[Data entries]
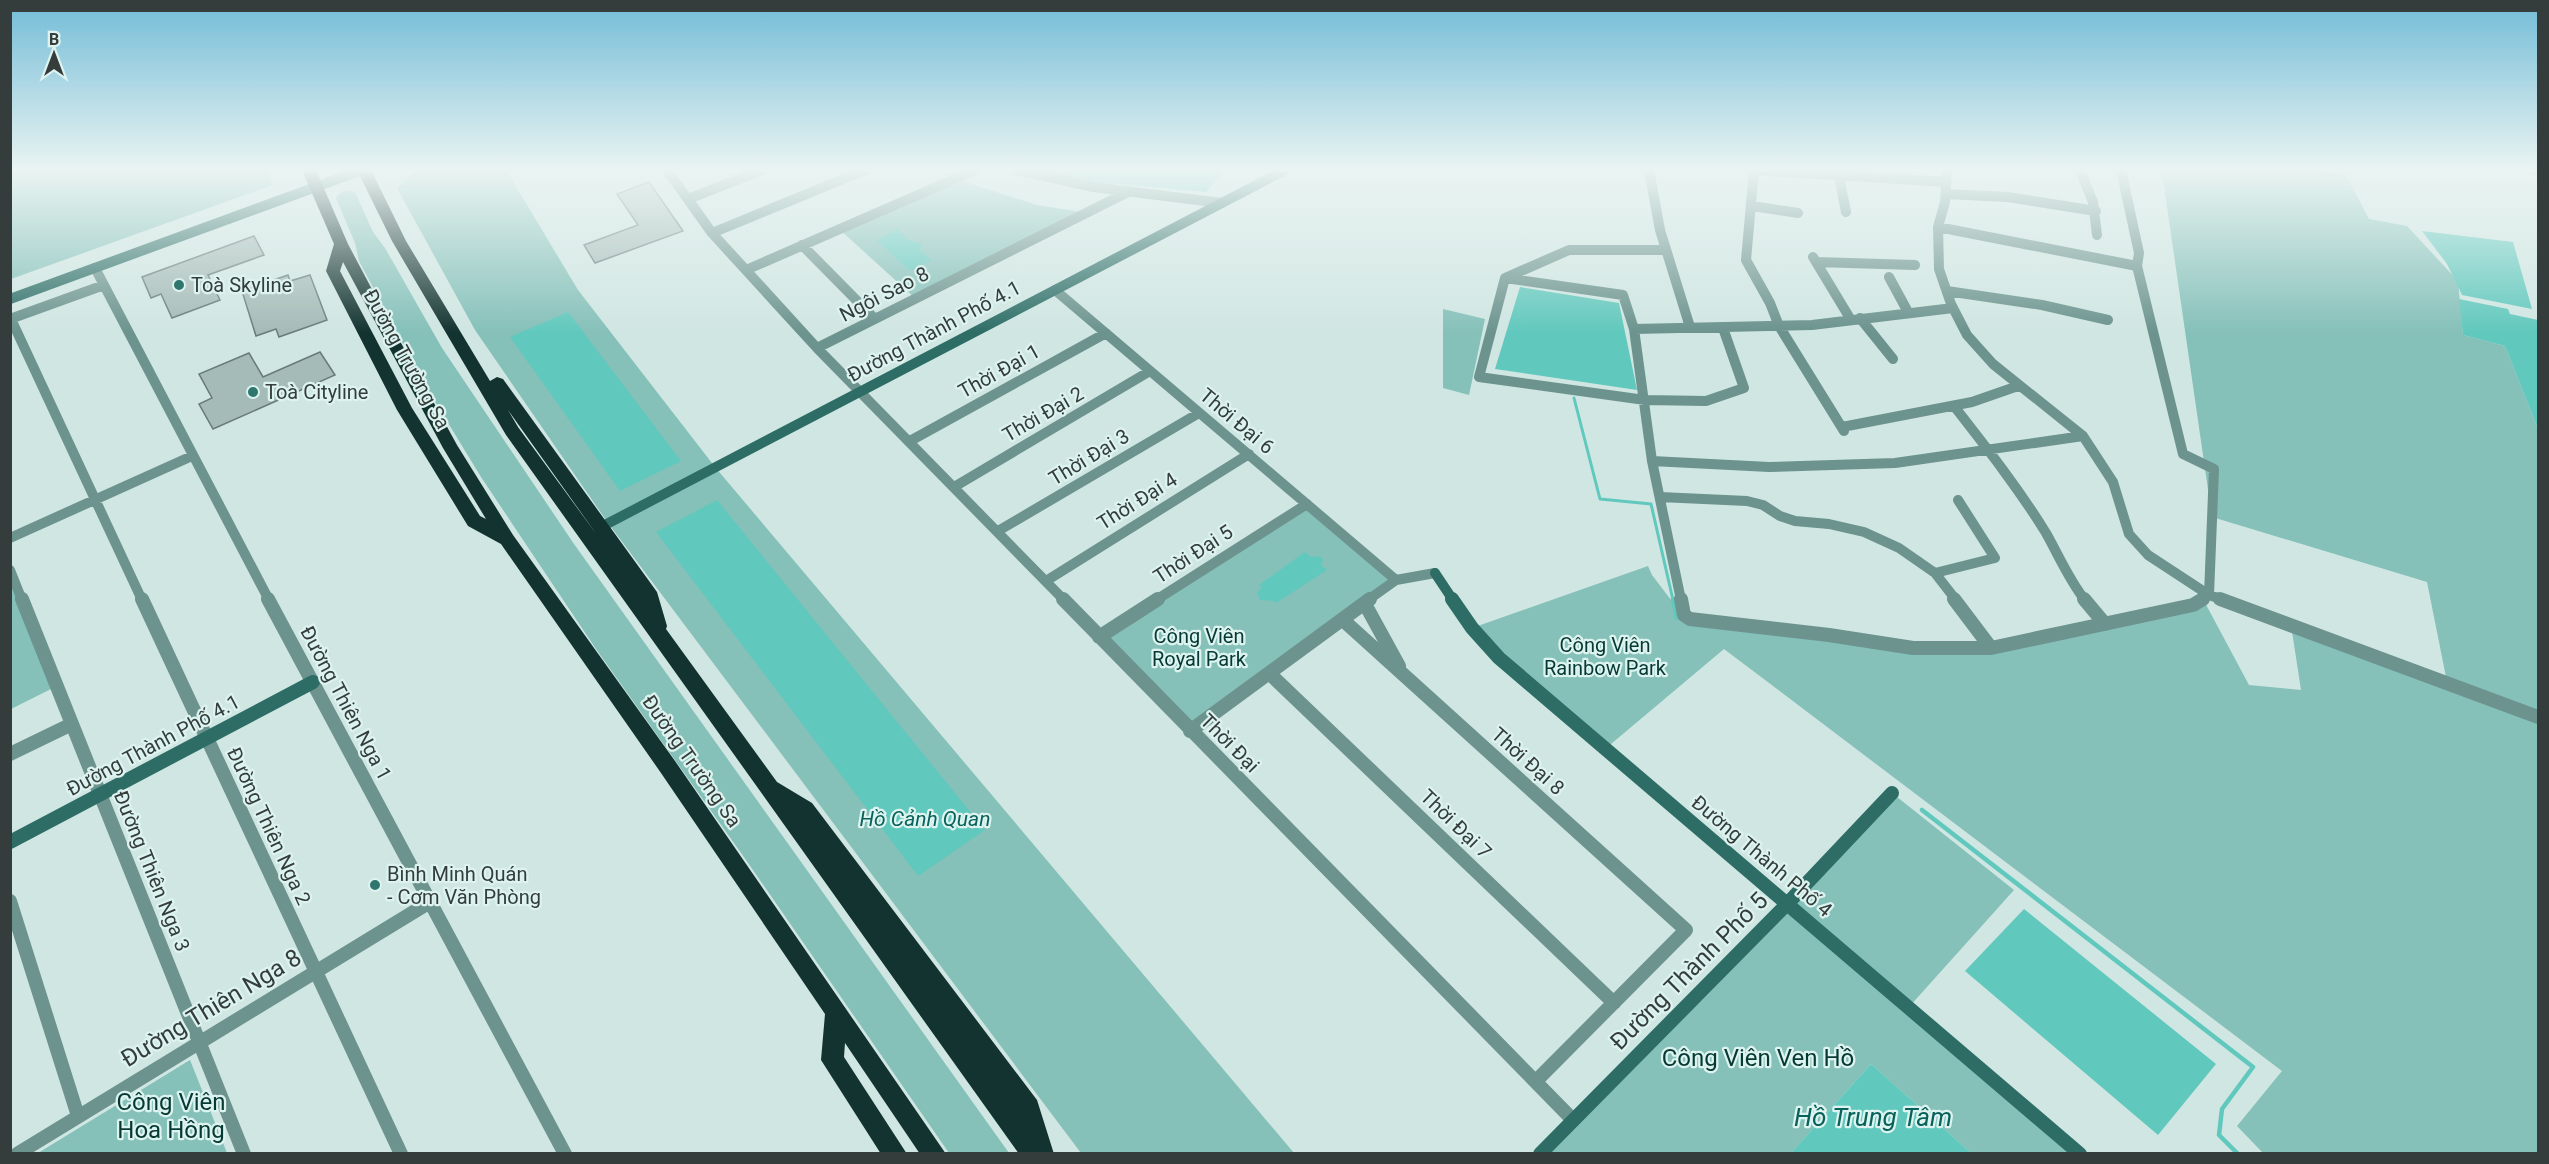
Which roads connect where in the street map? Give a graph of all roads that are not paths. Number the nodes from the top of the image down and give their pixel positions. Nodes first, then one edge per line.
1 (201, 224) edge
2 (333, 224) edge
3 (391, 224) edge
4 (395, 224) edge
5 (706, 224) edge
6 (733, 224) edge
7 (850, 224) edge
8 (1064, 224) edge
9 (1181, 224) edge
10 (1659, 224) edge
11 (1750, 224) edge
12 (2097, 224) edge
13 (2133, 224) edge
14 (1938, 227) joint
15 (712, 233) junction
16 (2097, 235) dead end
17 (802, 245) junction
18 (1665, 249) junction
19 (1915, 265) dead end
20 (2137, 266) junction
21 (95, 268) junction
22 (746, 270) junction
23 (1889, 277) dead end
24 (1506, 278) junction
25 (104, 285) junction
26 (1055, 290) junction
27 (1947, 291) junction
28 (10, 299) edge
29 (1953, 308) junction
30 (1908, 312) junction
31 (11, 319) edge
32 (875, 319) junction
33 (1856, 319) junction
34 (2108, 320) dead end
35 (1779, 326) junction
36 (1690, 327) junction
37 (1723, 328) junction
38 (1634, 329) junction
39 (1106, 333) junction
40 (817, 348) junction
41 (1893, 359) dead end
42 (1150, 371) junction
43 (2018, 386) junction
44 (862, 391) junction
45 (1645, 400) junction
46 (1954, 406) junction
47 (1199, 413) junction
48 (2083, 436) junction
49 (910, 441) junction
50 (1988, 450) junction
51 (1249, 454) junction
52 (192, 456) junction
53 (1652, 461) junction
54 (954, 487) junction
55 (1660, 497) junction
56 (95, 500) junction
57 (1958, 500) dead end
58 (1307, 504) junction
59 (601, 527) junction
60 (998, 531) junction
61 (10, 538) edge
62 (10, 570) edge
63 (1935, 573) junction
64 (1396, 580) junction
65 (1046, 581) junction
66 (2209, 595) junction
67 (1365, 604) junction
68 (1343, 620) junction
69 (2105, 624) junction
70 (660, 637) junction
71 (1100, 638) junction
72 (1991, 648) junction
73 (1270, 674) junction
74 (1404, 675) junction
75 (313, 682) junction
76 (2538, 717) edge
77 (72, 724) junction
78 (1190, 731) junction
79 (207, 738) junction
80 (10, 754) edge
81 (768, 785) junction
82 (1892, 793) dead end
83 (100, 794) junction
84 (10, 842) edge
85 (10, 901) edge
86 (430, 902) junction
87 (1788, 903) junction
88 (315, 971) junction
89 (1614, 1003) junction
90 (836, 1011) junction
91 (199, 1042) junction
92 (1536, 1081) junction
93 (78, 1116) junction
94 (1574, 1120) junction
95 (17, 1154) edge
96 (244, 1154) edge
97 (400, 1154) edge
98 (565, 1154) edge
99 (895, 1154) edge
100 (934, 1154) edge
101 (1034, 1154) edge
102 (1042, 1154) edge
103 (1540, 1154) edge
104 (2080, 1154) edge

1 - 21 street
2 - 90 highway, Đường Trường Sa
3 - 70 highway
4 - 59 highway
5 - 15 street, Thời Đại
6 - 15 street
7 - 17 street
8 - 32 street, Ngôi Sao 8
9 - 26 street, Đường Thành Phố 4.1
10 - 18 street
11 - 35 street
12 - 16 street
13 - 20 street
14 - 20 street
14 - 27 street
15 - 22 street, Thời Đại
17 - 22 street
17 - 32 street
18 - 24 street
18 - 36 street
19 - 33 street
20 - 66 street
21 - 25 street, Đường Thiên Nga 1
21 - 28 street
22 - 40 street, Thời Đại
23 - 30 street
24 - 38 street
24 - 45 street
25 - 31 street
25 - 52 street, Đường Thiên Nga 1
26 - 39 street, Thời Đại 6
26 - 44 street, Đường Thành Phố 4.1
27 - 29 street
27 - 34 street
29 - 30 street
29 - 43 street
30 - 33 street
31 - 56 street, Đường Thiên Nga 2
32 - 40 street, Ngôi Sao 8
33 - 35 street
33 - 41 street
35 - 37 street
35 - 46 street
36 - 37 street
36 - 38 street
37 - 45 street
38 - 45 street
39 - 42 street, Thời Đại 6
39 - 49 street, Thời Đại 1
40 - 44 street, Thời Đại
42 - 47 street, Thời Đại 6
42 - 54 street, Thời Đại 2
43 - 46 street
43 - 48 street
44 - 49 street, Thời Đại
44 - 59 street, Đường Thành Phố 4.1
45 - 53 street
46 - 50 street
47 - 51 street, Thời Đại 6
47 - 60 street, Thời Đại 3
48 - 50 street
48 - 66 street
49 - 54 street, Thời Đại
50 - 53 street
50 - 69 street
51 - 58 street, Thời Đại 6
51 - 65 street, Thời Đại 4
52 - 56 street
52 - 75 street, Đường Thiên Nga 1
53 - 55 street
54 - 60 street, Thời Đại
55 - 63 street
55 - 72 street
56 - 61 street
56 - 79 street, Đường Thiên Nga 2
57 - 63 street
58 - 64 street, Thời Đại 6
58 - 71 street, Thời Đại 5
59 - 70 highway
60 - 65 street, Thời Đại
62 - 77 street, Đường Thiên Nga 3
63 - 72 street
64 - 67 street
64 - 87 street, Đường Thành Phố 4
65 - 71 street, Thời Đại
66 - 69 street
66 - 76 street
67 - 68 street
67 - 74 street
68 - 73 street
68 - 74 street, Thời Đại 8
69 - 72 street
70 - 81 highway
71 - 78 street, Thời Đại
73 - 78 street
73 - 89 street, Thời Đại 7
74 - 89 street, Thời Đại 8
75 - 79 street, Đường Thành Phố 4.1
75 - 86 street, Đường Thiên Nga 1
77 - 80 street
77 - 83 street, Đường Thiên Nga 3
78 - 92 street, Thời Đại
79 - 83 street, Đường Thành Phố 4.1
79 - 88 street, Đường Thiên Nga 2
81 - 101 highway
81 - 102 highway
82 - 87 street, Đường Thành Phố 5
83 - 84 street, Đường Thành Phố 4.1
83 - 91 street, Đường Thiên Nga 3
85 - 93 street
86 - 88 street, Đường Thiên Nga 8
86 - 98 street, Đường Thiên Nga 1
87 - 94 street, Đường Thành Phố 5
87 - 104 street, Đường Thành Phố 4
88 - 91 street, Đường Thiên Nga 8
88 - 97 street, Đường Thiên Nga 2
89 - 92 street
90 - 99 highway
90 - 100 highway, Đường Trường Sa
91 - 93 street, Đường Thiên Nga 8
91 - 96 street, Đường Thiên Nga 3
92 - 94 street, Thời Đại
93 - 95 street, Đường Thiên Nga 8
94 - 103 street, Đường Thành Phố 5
==
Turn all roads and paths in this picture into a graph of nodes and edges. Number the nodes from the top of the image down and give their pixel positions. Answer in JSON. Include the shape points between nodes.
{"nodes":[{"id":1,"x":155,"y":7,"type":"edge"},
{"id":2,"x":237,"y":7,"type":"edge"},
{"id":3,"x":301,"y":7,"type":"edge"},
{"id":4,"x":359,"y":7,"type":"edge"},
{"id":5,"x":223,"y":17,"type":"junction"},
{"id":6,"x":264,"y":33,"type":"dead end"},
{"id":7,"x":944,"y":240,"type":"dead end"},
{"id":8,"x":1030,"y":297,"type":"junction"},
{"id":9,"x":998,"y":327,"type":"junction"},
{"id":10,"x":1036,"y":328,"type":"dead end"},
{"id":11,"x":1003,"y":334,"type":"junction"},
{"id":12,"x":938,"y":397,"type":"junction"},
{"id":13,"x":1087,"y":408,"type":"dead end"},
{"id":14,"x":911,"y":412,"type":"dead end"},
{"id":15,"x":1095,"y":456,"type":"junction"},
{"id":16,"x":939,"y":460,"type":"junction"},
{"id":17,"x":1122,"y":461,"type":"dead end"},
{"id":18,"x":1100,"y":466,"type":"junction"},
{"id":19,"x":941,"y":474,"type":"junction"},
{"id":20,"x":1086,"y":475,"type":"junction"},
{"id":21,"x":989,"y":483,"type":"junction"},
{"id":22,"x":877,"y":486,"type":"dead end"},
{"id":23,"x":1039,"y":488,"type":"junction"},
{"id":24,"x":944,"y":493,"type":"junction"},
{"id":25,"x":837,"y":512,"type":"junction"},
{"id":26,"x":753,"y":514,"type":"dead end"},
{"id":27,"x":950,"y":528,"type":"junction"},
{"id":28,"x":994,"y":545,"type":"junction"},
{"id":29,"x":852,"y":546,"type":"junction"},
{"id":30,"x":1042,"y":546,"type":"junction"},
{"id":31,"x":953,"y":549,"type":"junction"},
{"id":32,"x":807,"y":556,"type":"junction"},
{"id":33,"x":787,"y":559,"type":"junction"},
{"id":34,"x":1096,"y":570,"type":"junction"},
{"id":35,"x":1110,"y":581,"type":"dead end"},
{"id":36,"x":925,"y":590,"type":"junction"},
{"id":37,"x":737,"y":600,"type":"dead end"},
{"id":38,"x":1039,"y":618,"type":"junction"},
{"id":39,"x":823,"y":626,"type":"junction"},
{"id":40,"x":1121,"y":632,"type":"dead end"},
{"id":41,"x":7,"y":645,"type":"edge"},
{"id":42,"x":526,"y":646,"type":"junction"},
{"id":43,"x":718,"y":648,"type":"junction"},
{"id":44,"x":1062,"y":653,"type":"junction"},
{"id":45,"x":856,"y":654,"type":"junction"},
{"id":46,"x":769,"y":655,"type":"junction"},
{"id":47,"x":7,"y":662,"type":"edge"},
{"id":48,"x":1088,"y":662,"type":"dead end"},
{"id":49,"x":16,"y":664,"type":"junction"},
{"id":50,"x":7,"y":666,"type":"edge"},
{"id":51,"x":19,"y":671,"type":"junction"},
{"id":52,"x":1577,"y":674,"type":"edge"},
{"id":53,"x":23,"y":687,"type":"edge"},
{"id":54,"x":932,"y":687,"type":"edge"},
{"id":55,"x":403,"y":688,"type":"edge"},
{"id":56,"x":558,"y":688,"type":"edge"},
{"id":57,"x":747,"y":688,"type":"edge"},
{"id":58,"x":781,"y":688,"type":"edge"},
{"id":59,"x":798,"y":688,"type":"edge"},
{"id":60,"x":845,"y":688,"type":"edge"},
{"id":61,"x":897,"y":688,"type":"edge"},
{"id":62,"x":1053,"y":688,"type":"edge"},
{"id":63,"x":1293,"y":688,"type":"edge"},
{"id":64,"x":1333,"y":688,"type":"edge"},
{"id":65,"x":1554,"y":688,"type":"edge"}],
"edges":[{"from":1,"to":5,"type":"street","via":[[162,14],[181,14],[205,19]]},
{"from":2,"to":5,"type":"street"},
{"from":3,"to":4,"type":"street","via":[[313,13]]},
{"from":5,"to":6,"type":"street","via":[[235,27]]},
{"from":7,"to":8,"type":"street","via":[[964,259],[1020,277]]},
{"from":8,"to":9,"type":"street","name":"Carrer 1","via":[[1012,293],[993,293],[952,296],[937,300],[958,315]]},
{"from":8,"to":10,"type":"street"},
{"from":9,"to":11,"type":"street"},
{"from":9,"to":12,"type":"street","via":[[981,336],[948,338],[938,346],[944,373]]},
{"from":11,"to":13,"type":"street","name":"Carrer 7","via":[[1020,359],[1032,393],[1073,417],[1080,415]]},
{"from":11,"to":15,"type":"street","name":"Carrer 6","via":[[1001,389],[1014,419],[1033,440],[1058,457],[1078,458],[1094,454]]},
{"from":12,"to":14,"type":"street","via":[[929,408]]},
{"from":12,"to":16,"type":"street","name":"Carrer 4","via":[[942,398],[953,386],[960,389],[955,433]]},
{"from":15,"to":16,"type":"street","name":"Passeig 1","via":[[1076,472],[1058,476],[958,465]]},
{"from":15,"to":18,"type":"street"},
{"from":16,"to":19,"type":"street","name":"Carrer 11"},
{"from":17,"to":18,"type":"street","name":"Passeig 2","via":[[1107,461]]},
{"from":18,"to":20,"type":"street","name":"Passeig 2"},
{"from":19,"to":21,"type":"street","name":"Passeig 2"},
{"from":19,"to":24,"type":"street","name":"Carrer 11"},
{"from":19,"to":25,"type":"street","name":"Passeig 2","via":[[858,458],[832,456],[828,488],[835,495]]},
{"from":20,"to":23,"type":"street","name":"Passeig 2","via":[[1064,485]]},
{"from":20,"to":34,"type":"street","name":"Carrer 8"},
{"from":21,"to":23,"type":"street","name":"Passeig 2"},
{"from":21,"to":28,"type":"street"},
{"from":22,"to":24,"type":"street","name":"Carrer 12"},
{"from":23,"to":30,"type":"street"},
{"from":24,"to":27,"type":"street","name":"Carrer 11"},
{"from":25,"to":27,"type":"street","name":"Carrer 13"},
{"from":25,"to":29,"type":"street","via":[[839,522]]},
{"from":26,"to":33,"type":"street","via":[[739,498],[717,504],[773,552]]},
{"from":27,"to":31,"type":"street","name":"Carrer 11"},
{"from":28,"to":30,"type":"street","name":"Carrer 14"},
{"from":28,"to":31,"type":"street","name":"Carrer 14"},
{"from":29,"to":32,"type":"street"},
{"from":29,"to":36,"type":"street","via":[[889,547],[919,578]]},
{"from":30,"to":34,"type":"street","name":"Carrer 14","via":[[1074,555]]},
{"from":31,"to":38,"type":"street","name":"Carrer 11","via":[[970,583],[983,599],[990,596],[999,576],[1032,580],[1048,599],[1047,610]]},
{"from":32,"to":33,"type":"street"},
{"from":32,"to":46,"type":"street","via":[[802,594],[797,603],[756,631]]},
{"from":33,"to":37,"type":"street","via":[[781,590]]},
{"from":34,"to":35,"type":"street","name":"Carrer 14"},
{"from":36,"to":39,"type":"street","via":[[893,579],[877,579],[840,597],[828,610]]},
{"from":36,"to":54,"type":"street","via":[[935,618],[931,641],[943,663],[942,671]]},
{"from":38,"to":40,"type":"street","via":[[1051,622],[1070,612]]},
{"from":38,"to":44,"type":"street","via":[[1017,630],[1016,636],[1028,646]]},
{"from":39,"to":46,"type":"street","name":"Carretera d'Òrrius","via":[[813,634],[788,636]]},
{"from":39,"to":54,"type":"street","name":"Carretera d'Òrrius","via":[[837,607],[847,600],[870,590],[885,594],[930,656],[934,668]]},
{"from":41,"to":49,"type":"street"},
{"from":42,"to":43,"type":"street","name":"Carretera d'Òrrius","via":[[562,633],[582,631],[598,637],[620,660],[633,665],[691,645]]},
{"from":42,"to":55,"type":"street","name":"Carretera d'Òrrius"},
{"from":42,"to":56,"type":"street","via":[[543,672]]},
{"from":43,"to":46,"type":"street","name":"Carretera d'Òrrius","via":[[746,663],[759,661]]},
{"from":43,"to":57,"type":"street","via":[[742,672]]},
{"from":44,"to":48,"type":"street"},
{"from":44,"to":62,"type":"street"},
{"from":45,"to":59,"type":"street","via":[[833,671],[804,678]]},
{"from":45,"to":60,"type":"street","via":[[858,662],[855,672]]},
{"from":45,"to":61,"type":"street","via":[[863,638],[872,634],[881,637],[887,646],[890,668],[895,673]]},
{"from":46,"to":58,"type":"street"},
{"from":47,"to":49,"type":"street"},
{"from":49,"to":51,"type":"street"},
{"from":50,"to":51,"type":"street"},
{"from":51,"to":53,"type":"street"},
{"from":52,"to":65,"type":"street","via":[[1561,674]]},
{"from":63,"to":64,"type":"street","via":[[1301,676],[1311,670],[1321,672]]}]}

* _Exercise objective_
Lines holding the word "their": say how many there are in the data, and nothing more.

* _Result for this exercise_
2